What are the most important skills business students need to have to enter the today's workforce? Top business leaders and b-school administrators offer insights.
Shaun Budnik: [0:00] Students need to have an open, questioning mindset as they prepare for the future. A lot of disciplines now that we train our young people in are very technically focused, like accounting, for instance.
[0:40] We don't necessarily teach them to be innovative because it hasn't always been required in the past. This notion that you should prepare yourself to be creative. Think about problems, how you could change or rethink a problem entirely, instead of just doing the task. Most importantly, being agile when it comes to technology.
[1:07] It's not about learning one piece of technology, it's about knowing that you may learn about blockchain one day, but two years down the road it's going to be a different technology.
[1:18] You can't just learn one, go to class and learn one piece. You have to have this mindset of always being curious about what's going on in the world, how it's impacting you, and how can you keep learning and being open to change. That's hard for a lot of people.
Michael Arena: [1:34] One of the things that students need to double down on and focus more on is less on the technical side of things and less on the theory, and more on the what are the realities of a large, complex organization look like day to day.

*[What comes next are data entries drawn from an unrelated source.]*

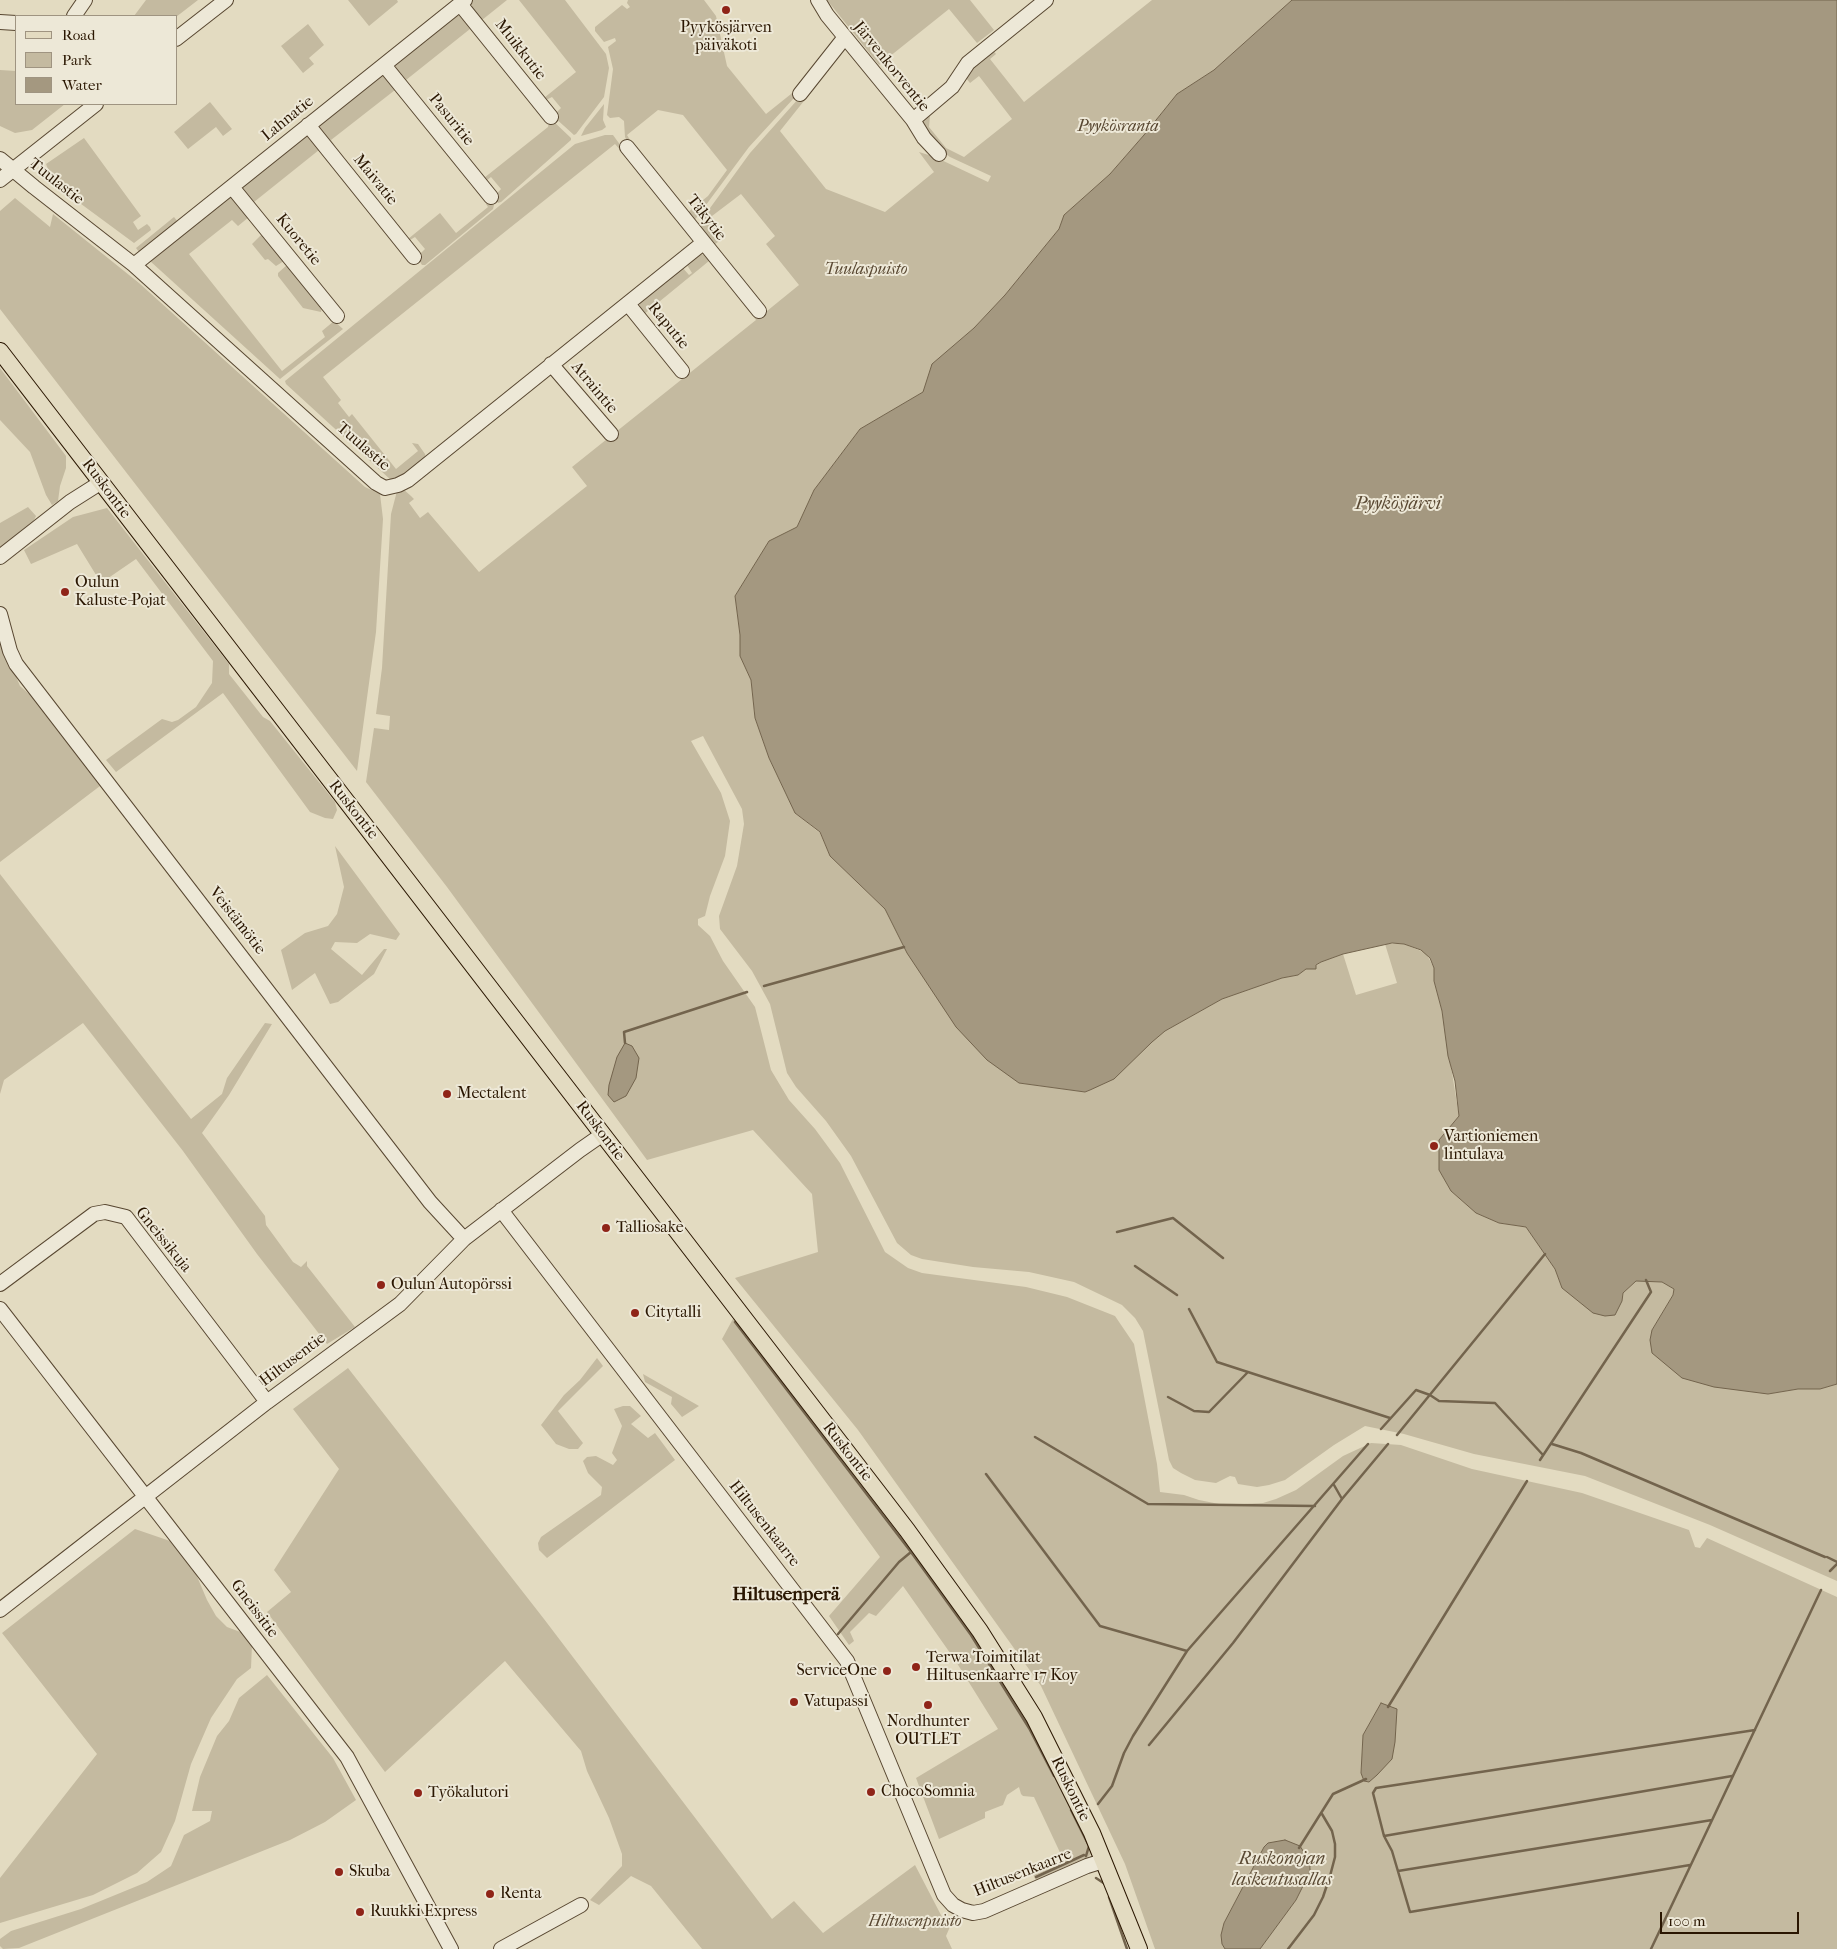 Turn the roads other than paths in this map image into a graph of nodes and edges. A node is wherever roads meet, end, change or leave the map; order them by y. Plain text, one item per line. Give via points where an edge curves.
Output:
1 (85, 0) edge
2 (226, 0) edge
3 (818, 0) edge
4 (1046, 0) edge
5 (463, 2) edge
6 (75, 15) edge
7 (0, 22) edge
8 (15, 23) edge
9 (845, 37) junction
10 (178, 38) edge
11 (384, 65) junction
12 (800, 94) dead end
13 (95, 105) edge
14 (551, 118) dead end
15 (913, 120) junction
16 (308, 125) junction
17 (627, 147) dead end
18 (938, 154) dead end
19 (0, 159) edge
20 (12, 170) junction
21 (0, 180) edge
22 (232, 187) junction
23 (491, 197) dead end
24 (703, 243) junction
25 (414, 257) dead end
26 (134, 265) junction
27 (628, 304) junction
28 (759, 311) dead end
29 (336, 316) dead end
30 (0, 351) edge
31 (551, 364) junction
32 (682, 371) dead end
33 (611, 434) dead end
34 (100, 483) junction
35 (0, 557) edge
36 (0, 614) edge
37 (603, 1134) junction
38 (501, 1210) junction
39 (464, 1239) junction
40 (0, 1284) edge
41 (0, 1309) edge
42 (267, 1402) junction
43 (146, 1497) junction
44 (0, 1610) edge
45 (1103, 1861) junction
46 (581, 1905) dead end
47 (451, 1949) edge
48 (501, 1949) edge
49 (1139, 1949) edge

1 - 6 street
2 - 10 street
3 - 9 street, Järvenkorventie
4 - 15 street via 968,63 952,87
5 - 11 street, Lahnatie
5 - 14 street, Muikkutie
7 - 8 street
9 - 12 street
9 - 15 street, Järvenkorventie
11 - 16 street, Lahnatie
11 - 23 street, Pasuritie
13 - 20 street
15 - 18 street, Järvenkorventie
16 - 22 street, Lahnatie
16 - 25 street, Maivatie
17 - 24 street, Täkytie
19 - 20 street, Tuulastie
20 - 21 street
20 - 26 street, Tuulastie
22 - 26 street, Lahnatie
22 - 29 street, Kuoretie
24 - 27 street, Tuulastie
24 - 28 street, Täkytie
26 - 31 street, Tuulastie via 385,488 408,480
27 - 31 street, Tuulastie
27 - 32 street, Raputie
30 - 34 main road, Ruskontie
31 - 33 street, Atraintie
34 - 35 street via 70,502
34 - 37 main road, Ruskontie
36 - 39 street, Veistämötie via 16,664 430,1202
37 - 38 street, Hiltusentie
37 - 45 main road, Ruskontie via 907,1530 980,1631 1034,1717
38 - 39 street, Hiltusentie
38 - 45 street, Hiltusenkaarre via 847,1661 944,1895 953,1905 962,1910 984,1911
39 - 42 street, Hiltusentie via 400,1304
40 - 42 street, Gneissikuja via 94,1214 105,1212 126,1217
41 - 43 street, Gneissitie
42 - 43 street, Hiltusentie
43 - 44 street, Hiltusentie
43 - 47 street, Gneissitie via 347,1757
45 - 49 main road, Ruskontie
46 - 48 street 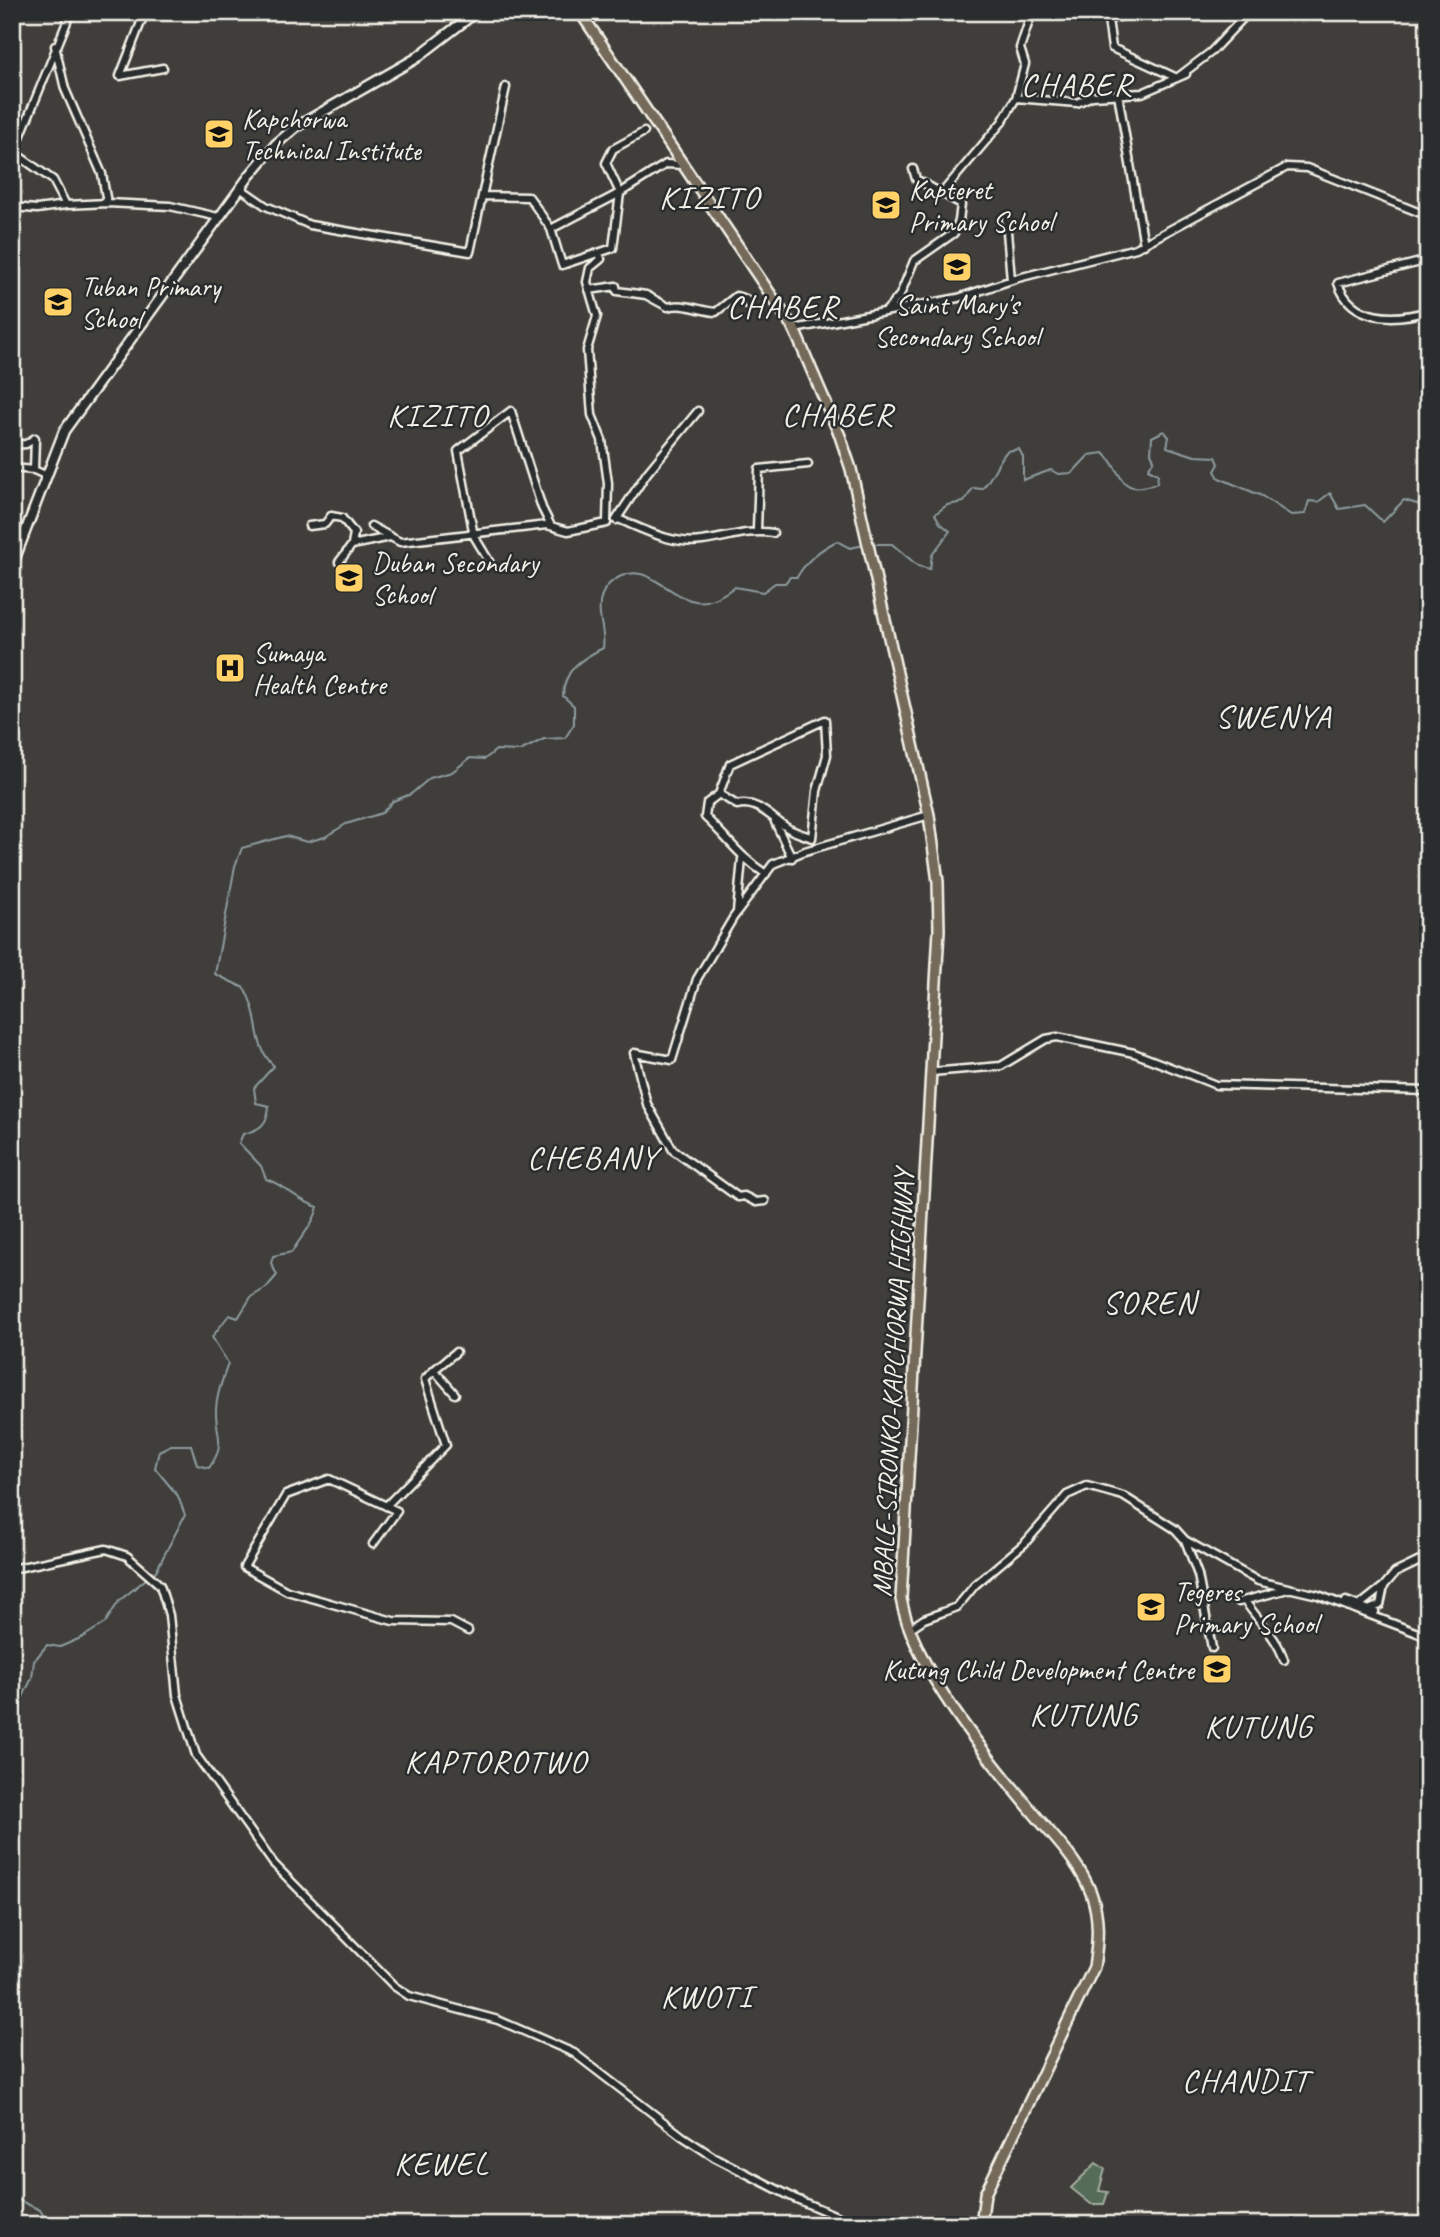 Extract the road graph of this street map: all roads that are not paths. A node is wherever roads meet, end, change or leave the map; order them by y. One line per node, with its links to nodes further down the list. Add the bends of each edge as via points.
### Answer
1 (71, 12): 10 (street)
2 (145, 12): 11 (street, via 120,76)
3 (477, 12): 21 (street, via 415,59 296,127)
4 (580, 12): 19 (main road, MBALE-SIRONKO-KAPCHORWA HIGHWAY)
5 (1032, 12): 16 (street, via 1020,48 1025,64)
6 (1090, 12): 9 (street)
7 (1140, 12): 9 (street)
8 (1235, 12): 13 (street, via 1245,16)
9 (1108, 16): 13 (street, via 1112,48)
10 (55, 47): 18 (street); 25 (street, via 65,89 102,174)
11 (163, 68)
12 (1186, 74): 13 (street)
13 (1177, 78): 15 (street, via 1142,93)
14 (506, 87): 24 (street)
15 (1118, 94): 16 (street, via 1092,96 1077,103); 32 (street)
16 (1016, 98): 23 (street, via 1002,122)
17 (644, 132): 22 (street, via 613,149 606,163)
18 (13, 151): 26 (street, via 53,180)
19 (683, 165): 22 (street, via 666,164); 40 (main road, MBALE-SIRONKO-KAPCHORWA HIGHWAY)
20 (913, 169): 23 (street, via 916,179)
21 (240, 188): 24 (street, via 266,206 310,225 470,252); 29 (street)
22 (620, 193): 31 (street); 33 (street, via 613,248)
23 (941, 194): 38 (street, via 961,204 960,221 954,233 914,261 900,295)
24 (482, 196): 31 (street, via 529,197)
25 (107, 202): 26 (street); 29 (street, via 170,206)
26 (66, 205): 27 (street)
27 (12, 207)
28 (1428, 216): 32 (street, via 1293,166 1279,169)
29 (218, 217): 46 (street, via 72,417)
30 (1006, 219): 35 (street)
31 (551, 229): 33 (street, via 562,265)
32 (1144, 245): 35 (street)
33 (599, 253): 36 (street, via 601,259 590,268)
34 (1428, 260): 39 (street, via 1338,283 1355,308 1376,316 1404,317)
35 (1010, 280): 38 (street, via 958,298)
36 (589, 290): 37 (street, via 616,286 617,291 646,295 668,307 677,304 702,312 716,312 736,296 746,299); 48 (street, via 597,316 587,350 592,415 602,440 608,483)
37 (748, 305)
38 (887, 310): 40 (street)
39 (1428, 311)
40 (794, 330): 61 (main road, MBALE-SIRONKO-KAPCHORWA HIGHWAY, via 851,469)
41 (698, 411): 47 (street, via 647,473)
42 (12, 445): 45 (street, via 34,438)
43 (808, 464): 52 (street, via 759,469)
44 (12, 468): 45 (street)
45 (34, 470): 46 (street)
46 (45, 475): 59 (street)
47 (618, 519): 48 (street); 52 (street, via 665,539 700,542)
48 (607, 523): 51 (street, via 568,531)
49 (309, 526): 56 (street, via 325,524 331,516 342,518 354,533)
50 (371, 526): 55 (street)
51 (551, 526): 54 (street); 54 (street, via 511,411 458,451)
52 (757, 530): 53 (street)
53 (773, 533)
54 (474, 536): 55 (street, via 400,542); 57 (street)
55 (390, 537): 56 (street)
56 (352, 545): 58 (street)
57 (489, 561)
58 (338, 562)
59 (12, 565)
60 (719, 794): 62 (street, via 766,811); 62 (street, via 730,764 825,720 827,755 812,838); 64 (street, via 707,803 705,817 727,836)
61 (929, 815): 63 (street); 67 (main road, MBALE-SIRONKO-KAPCHORWA HIGHWAY, via 939,930)
62 (774, 820): 63 (street)
63 (792, 857): 65 (street, via 773,864)
64 (742, 859): 65 (street); 66 (street)
65 (766, 874): 66 (street)
66 (737, 912): 69 (street, via 697,979 672,1060 634,1053 648,1104 673,1150 738,1197)
67 (931, 1072): 68 (street, via 1001,1066 1046,1038 1057,1037 1153,1059 1216,1085); 82 (main road, MBALE-SIRONKO-KAPCHORWA HIGHWAY, via 901,1599)
68 (1428, 1091)
69 (765, 1200)
70 (456, 1352): 71 (street)
71 (434, 1370): 72 (street); 73 (street, via 425,1379 446,1445)
72 (455, 1395)
73 (386, 1506): 75 (street, via 397,1511); 84 (street, via 329,1479 286,1495 244,1567 287,1591 393,1621 451,1622)
74 (1185, 1541): 79 (street, via 1245,1576); 82 (street, via 1175,1529 1123,1496 1103,1488 1082,1487 1066,1495 1025,1543 975,1585 957,1607); 86 (street, via 1198,1575)
75 (373, 1544)
76 (1423, 1559): 78 (street, via 1395,1573)
77 (12, 1569): 88 (street, via 106,1549 127,1556 160,1585 169,1615 177,1695 195,1755 273,1863 382,1975 409,1996 498,2020 574,2053 714,2157)
78 (1384, 1586): 80 (street); 81 (street, via 1380,1605)
79 (1289, 1588): 80 (street); 83 (street); 87 (street, via 1242,1602 1277,1640)
80 (1360, 1605): 81 (street)
81 (1371, 1609): 83 (street)
82 (909, 1629): 89 (main road, MBALE-SIRONKO-KAPCHORWA HIGHWAY, via 986,1758 1078,1866 1091,1894 1098,1927 1094,1967 985,2194)
83 (1409, 1629): 85 (street)
84 (468, 1631)
85 (1428, 1637)
86 (1212, 1648)
87 (1284, 1660)
88 (858, 2225)
89 (981, 2225)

[1:49] What does it look like when the theory doesn't apply? What does it look like whenever you don't have the relationships to gain adoption or gain momentum?
[1:57] For me, critical thinking, social navigation inside of a corporation, being able to build the necessary relationships in order to drive change, and being able to know when you're having the social and emotional intelligence to be able to back off of pushing your thing on someone else, and recognizing that there's a right time and place.
[2:21] It's all in the soft skills is how I would summarize it.
Tony Lee: [2:24] I fear that one of the problems is that there's a lot of students who use textbook learning as the key. If you learn these formulas, if you learn this approach to the industry, then you're going to know it. Sure, that's the core. That's the baseline.
[2:40] There's so much, again, changing that if you're not adapting, if you're not learning what the newest trends are. It's funny, I'm been in the business world for many, many years. When I first started, everybody knew what the next year was going to bring, what the next five years was going to bring.
[2:56] I can't tell you what the next six months are going to bring. [laughs] Things have changed so dramatically. By staying on top of what the latest trends are, what companies are doing, that's the only way that students are going to be able to succeed.
Dan Pontefract: [3:09] For graduates that are looking to go into the workforce or just about to graduate, let's say, here's my biggest tip for you. You will not find and enact purpose on day one in your job. Purpose is a journey, and purpose is very important purpose of self, purpose of role, and purpose of the org. You may not find it right away.
[3:28] Too many grads these days, in whatever level of the spectrum in a "B" school, they tend to think that, "OK. I've got my MBA, or I got my DBR, or I got my B Com, what have you. I can't wait to work in this next gig because it's going to be so awesome."
[3:44] Data suggests that it's not going to be awesome. If it is, good for you, good on you. Data says that it's not going to be. Don't worry. To get to purpose, you can't get there A to B, it's A to Z. Those letters in the alphabet are all journey steps into the purpose of who you are, what you're going to be, and, basically, your why.
Joseph DiAngelo: [4:06] Students today have some major challenges in front of them. First of all, most of them have no idea what they want to major in, and they shouldn't. Only 25 percent of the students graduate in a major they chose when they first come in.
[4:19] We've designed our programs so you don't start taking courses in the major area until you're a junior and a senior. First two years, everybody takes the same thing. They just think they're majoring in something.
[4:30] For students today, we tell them, "Listen. Participate. Visit with us when we take students out to companies. Find out everything you can about what's going on in the corporate community." You shouldn't know what you want to be at 17. I'm still trying to figure out what I want to be when I grow up. [laughs]
Filmed February 2019 at AACSB's Deans Conference in Vancouver, Canada.